A `workflowgrader` is initialized with the workspace of interest and the name of the reference workflow where grading is conducted using it as a reference.

In [4]:
wfg = workflowgrader(workspace,'C5_Lab5_Task1_Data_prep_clean_with_COT')

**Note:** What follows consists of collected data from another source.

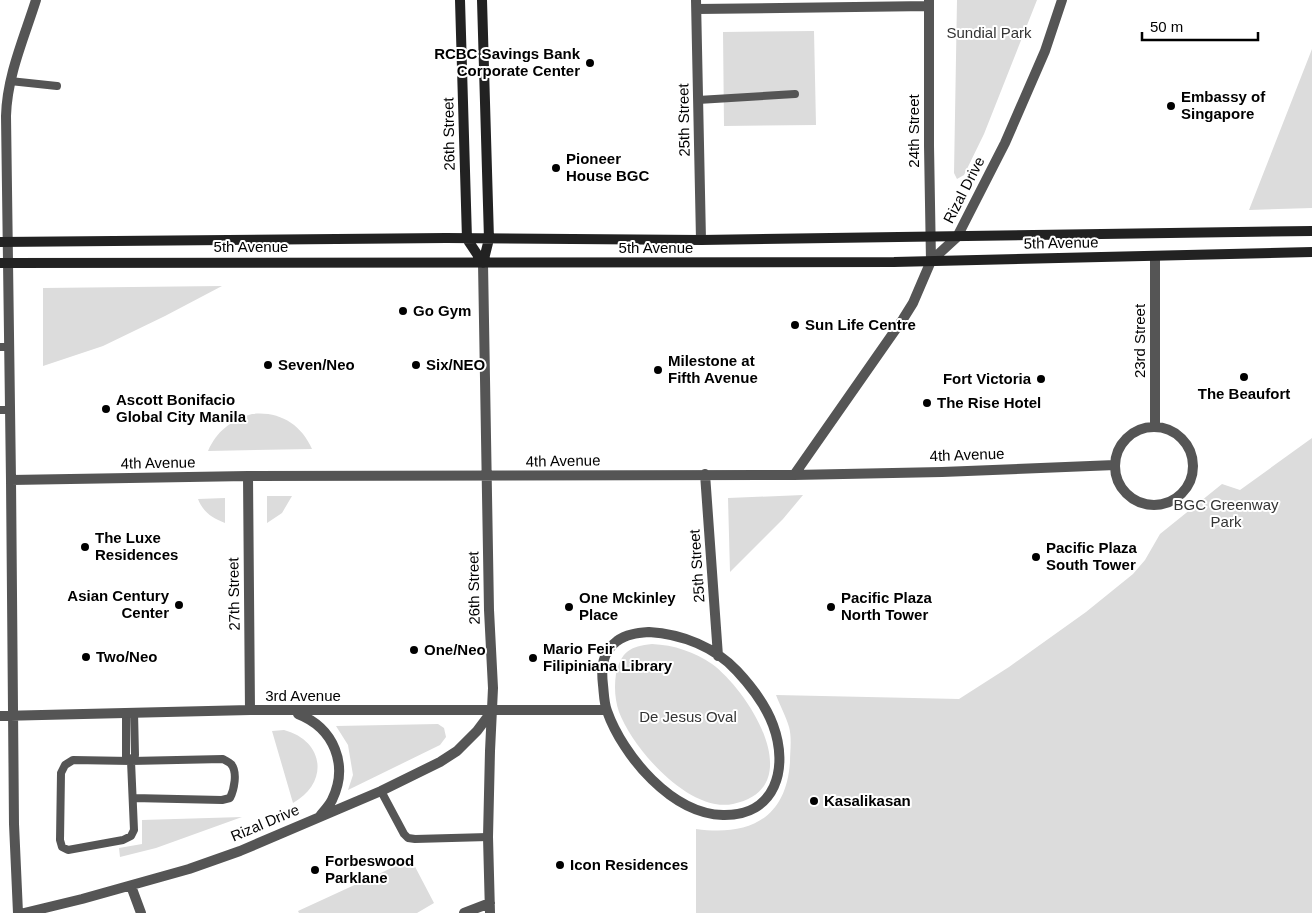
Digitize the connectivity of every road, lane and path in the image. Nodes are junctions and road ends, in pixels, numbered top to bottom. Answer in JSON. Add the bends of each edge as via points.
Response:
{"nodes":[{"id":1,"x":36,"y":0,"type":"edge"},
{"id":2,"x":460,"y":0,"type":"edge"},
{"id":3,"x":482,"y":0,"type":"edge"},
{"id":4,"x":1062,"y":0,"type":"edge"},
{"id":5,"x":929,"y":3,"type":"edge"},
{"id":6,"x":696,"y":5,"type":"edge"},
{"id":7,"x":10,"y":81,"type":"junction"},
{"id":8,"x":57,"y":86,"type":"dead end"},
{"id":9,"x":795,"y":94,"type":"dead end"},
{"id":10,"x":698,"y":100,"type":"junction"},
{"id":11,"x":1312,"y":231,"type":"edge"},
{"id":12,"x":930,"y":237,"type":"junction"},
{"id":13,"x":957,"y":237,"type":"junction"},
{"id":14,"x":489,"y":238,"type":"junction"},
{"id":15,"x":467,"y":239,"type":"junction"},
{"id":16,"x":701,"y":240,"type":"junction"},
{"id":17,"x":4,"y":242,"type":"edge"},
{"id":18,"x":1312,"y":252,"type":"edge"},
{"id":19,"x":1155,"y":256,"type":"junction"},
{"id":20,"x":932,"y":261,"type":"junction"},
{"id":21,"x":4,"y":263,"type":"edge"},
{"id":22,"x":483,"y":263,"type":"junction"},
{"id":23,"x":4,"y":347,"type":"edge"},
{"id":24,"x":5,"y":410,"type":"edge"},
{"id":25,"x":1155,"y":426,"type":"junction"},
{"id":26,"x":1115,"y":465,"type":"junction"},
{"id":27,"x":705,"y":474,"type":"junction"},
{"id":28,"x":794,"y":475,"type":"junction"},
{"id":29,"x":248,"y":476,"type":"junction"},
{"id":30,"x":487,"y":476,"type":"junction"},
{"id":31,"x":12,"y":480,"type":"junction"},
{"id":32,"x":718,"y":656,"type":"junction"},
{"id":33,"x":250,"y":710,"type":"junction"},
{"id":34,"x":493,"y":710,"type":"junction"},
{"id":35,"x":606,"y":710,"type":"junction"},
{"id":36,"x":291,"y":711,"type":"junction"},
{"id":37,"x":130,"y":712,"type":"junction"},
{"id":38,"x":0,"y":716,"type":"edge"},
{"id":39,"x":13,"y":716,"type":"junction"},
{"id":40,"x":131,"y":761,"type":"junction"},
{"id":41,"x":381,"y":791,"type":"junction"},
{"id":42,"x":133,"y":798,"type":"junction"},
{"id":43,"x":319,"y":816,"type":"junction"},
{"id":44,"x":488,"y":837,"type":"junction"},
{"id":45,"x":131,"y":886,"type":"junction"},
{"id":46,"x":490,"y":908,"type":"edge"},
{"id":47,"x":18,"y":913,"type":"edge"},
{"id":48,"x":24,"y":913,"type":"edge"},
{"id":49,"x":141,"y":913,"type":"edge"},
{"id":50,"x":464,"y":913,"type":"edge"}],
"edges":[{"from":1,"to":7,"type":"street"},
{"from":2,"to":15,"type":"main road","name":"26th Street"},
{"from":3,"to":14,"type":"main road","name":"26th Street"},
{"from":4,"to":13,"type":"street","name":"Rizal Drive","via":[[1045,51],[1005,143]]},
{"from":5,"to":6,"type":"street"},
{"from":5,"to":12,"type":"street","name":"24th Street"},
{"from":6,"to":10,"type":"street","name":"25th Street"},
{"from":7,"to":8,"type":"lane"},
{"from":7,"to":17,"type":"street","via":[[6,102]]},
{"from":9,"to":10,"type":"lane"},
{"from":10,"to":16,"type":"street","name":"25th Street"},
{"from":11,"to":13,"type":"main road","name":"5th Avenue"},
{"from":12,"to":13,"type":"main road","name":"5th Avenue"},
{"from":12,"to":16,"type":"main road","name":"5th Avenue"},
{"from":12,"to":20,"type":"street","name":"24th Street"},
{"from":13,"to":20,"type":"street","name":"Rizal Drive"},
{"from":14,"to":15,"type":"main road","name":"5th Avenue"},
{"from":14,"to":16,"type":"main road","name":"5th Avenue"},
{"from":14,"to":22,"type":"main road","name":"26th Street"},
{"from":15,"to":17,"type":"main road","name":"5th Avenue"},
{"from":15,"to":22,"type":"main road"},
{"from":17,"to":21,"type":"street"},
{"from":18,"to":19,"type":"main road","name":"5th Avenue"},
{"from":19,"to":20,"type":"main road","name":"5th Avenue"},
{"from":19,"to":25,"type":"street","name":"23rd Street"},
{"from":20,"to":22,"type":"main road","name":"5th Avenue"},
{"from":20,"to":28,"type":"street","name":"Rizal Drive","via":[[903,319]]},
{"from":21,"to":22,"type":"main road","name":"5th Avenue"},
{"from":21,"to":23,"type":"street"},
{"from":22,"to":30,"type":"street","name":"26th Street"},
{"from":23,"to":24,"type":"street"},
{"from":24,"to":31,"type":"street"},
{"from":25,"to":26,"type":"street","via":[[1143,428],[1123,442]]},
{"from":25,"to":26,"type":"street","via":[[1180,436],[1193,458],[1194,472],[1182,495],[1171,503],[1145,505],[1123,490],[1116,478]]},
{"from":26,"to":28,"type":"street","name":"4th Avenue"},
{"from":27,"to":28,"type":"street","name":"4th Avenue"},
{"from":27,"to":30,"type":"street","name":"4th Avenue"},
{"from":27,"to":32,"type":"street","name":"25th Street"},
{"from":29,"to":30,"type":"street","name":"4th Avenue"},
{"from":29,"to":31,"type":"street","name":"4th Avenue"},
{"from":29,"to":33,"type":"street","name":"27th Street"},
{"from":30,"to":34,"type":"street","name":"26th Street"},
{"from":31,"to":39,"type":"street"},
{"from":32,"to":35,"type":"street","via":[[700,644],[668,633],[631,634],[618,640],[608,649],[602,662]]},
{"from":32,"to":35,"type":"street","via":[[736,670],[750,688],[773,724],[779,746],[777,779],[772,792],[762,804],[750,811],[720,815],[684,803],[667,792],[637,764]]},
{"from":33,"to":36,"type":"street","name":"3rd Avenue"},
{"from":33,"to":37,"type":"street","name":"3rd Avenue"},
{"from":34,"to":35,"type":"street","name":"3rd Avenue"},
{"from":34,"to":36,"type":"street","name":"3rd Avenue"},
{"from":34,"to":41,"type":"street","name":"Rizal Drive","via":[[457,752]]},
{"from":34,"to":44,"type":"street","name":"26th Street"},
{"from":36,"to":43,"type":"street","via":[[309,718],[324,730],[334,746],[339,765],[338,784],[331,802]]},
{"from":37,"to":39,"type":"street","name":"3rd Avenue"},
{"from":37,"to":40,"type":"lane","via":[[135,755]]},
{"from":38,"to":39,"type":"street","name":"3rd Avenue"},
{"from":39,"to":47,"type":"street"},
{"from":40,"to":42,"type":"lane"},
{"from":40,"to":42,"type":"lane","via":[[223,759],[231,764],[234,771],[234,791],[230,798]]},
{"from":40,"to":42,"type":"lane","via":[[73,760],[64,765],[61,773],[62,847],[68,850],[131,836],[134,830]]},
{"from":41,"to":43,"type":"street","name":"Rizal Drive"},
{"from":41,"to":44,"type":"lane","via":[[408,838]]},
{"from":43,"to":45,"type":"street","name":"Rizal Drive","via":[[240,851]]},
{"from":44,"to":46,"type":"street","name":"26th Street"},
{"from":45,"to":48,"type":"street","name":"Rizal Drive"},
{"from":45,"to":49,"type":"street"},
{"from":46,"to":50,"type":"street"}]}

The `.ref_nodes` method returns the count of the various nodes used in the reference workflow.

In [13]:
wfg.ref_nodes

{'CSV Reader': 2,
 'Column Filter': 1,
 'Concatenate': 1,
 'Container Output _Table_': 2,
 'Joiner': 1,
 'Nominal Value Row Filter': 1,
 'Numeric Binner': 1,
 'Reference Column Filter': 1,
 'Reference Row Filter': 1,
 'Row Filter': 2,
 'String Manipulation': 1,
 'String To Number': 1}

The `.accumulate_workflow_nodes()` method is used to accumulate all the nodes used in the workflow to be graded.

In [14]:
wfg.accumulate_workflow_nodes()

100%|███████████████████████████████████████████████████████████████████████████████████| 3/3 [00:00<00:00, 250.54it/s]


{'11006381_complete': {'CSV Reader': 2,
  'Column Filter': 1,
  'Concatenate': 1,
  'Container Output _Table_': 2,
  'Joiner': 1,
  'Nominal Value Row Filter': 1,
  'Numeric Binner': 1,
  'Reference Column Filter': 1,
  'Reference Row Filter': 1,
  'Row Filter': 2,
  'String Manipulation': 1,
  'String To Number': 1},
 '11006381_complete_more': {'CSV Reader': 2,
  'Column Filter': 1,
  'Concatenate': 1,
  'Container Output _Table_': 3,
  'Joiner': 1,
  'Nominal Value Row Filter': 1,
  'Numeric Binner': 1,
  'Reference Column Filter': 1,
  'Reference Row Filter': 1,
  'Row Filter': 2,
  'String Manipulation': 1,
  'String To Number': 1},
 '11006381_partial_correct': {'CSV Reader': 2,
  'Column Filter': 1,
  'Container Output _Table_': 1,
  'Joiner': 1,
  'Nominal Value Row Filter': 1,
  'Numeric Binner': 1,
  'Reference Column Filter': 1,
  'Row Filter': 1,
  'String Manipulation': 1,
  'String To Number': 1,
  'Concatenate': 0,
  'Reference Row Filter': 0}}

We can easily convert this to a pandas dataframe and after which to a csv file

In [16]:
df = pd.DataFrame.from_dict(d,orient='index')
df.head()

Unnamed: 0,CSV Reader,Column Filter,Concatenate,Container Output _Table_,Joiner,Nominal Value Row Filter,Numeric Binner,Reference Column Filter,Reference Row Filter,Row Filter,String Manipulation,String To Number
11006381_complete,2,1,1,2,1,1,1,1,1,2,1,1
11006381_complete_more,2,1,1,3,1,1,1,1,1,2,1,1
11006381_partial_correct,2,1,0,1,1,1,1,1,0,1,1,1


In [20]:
df.to_csv('out.csv')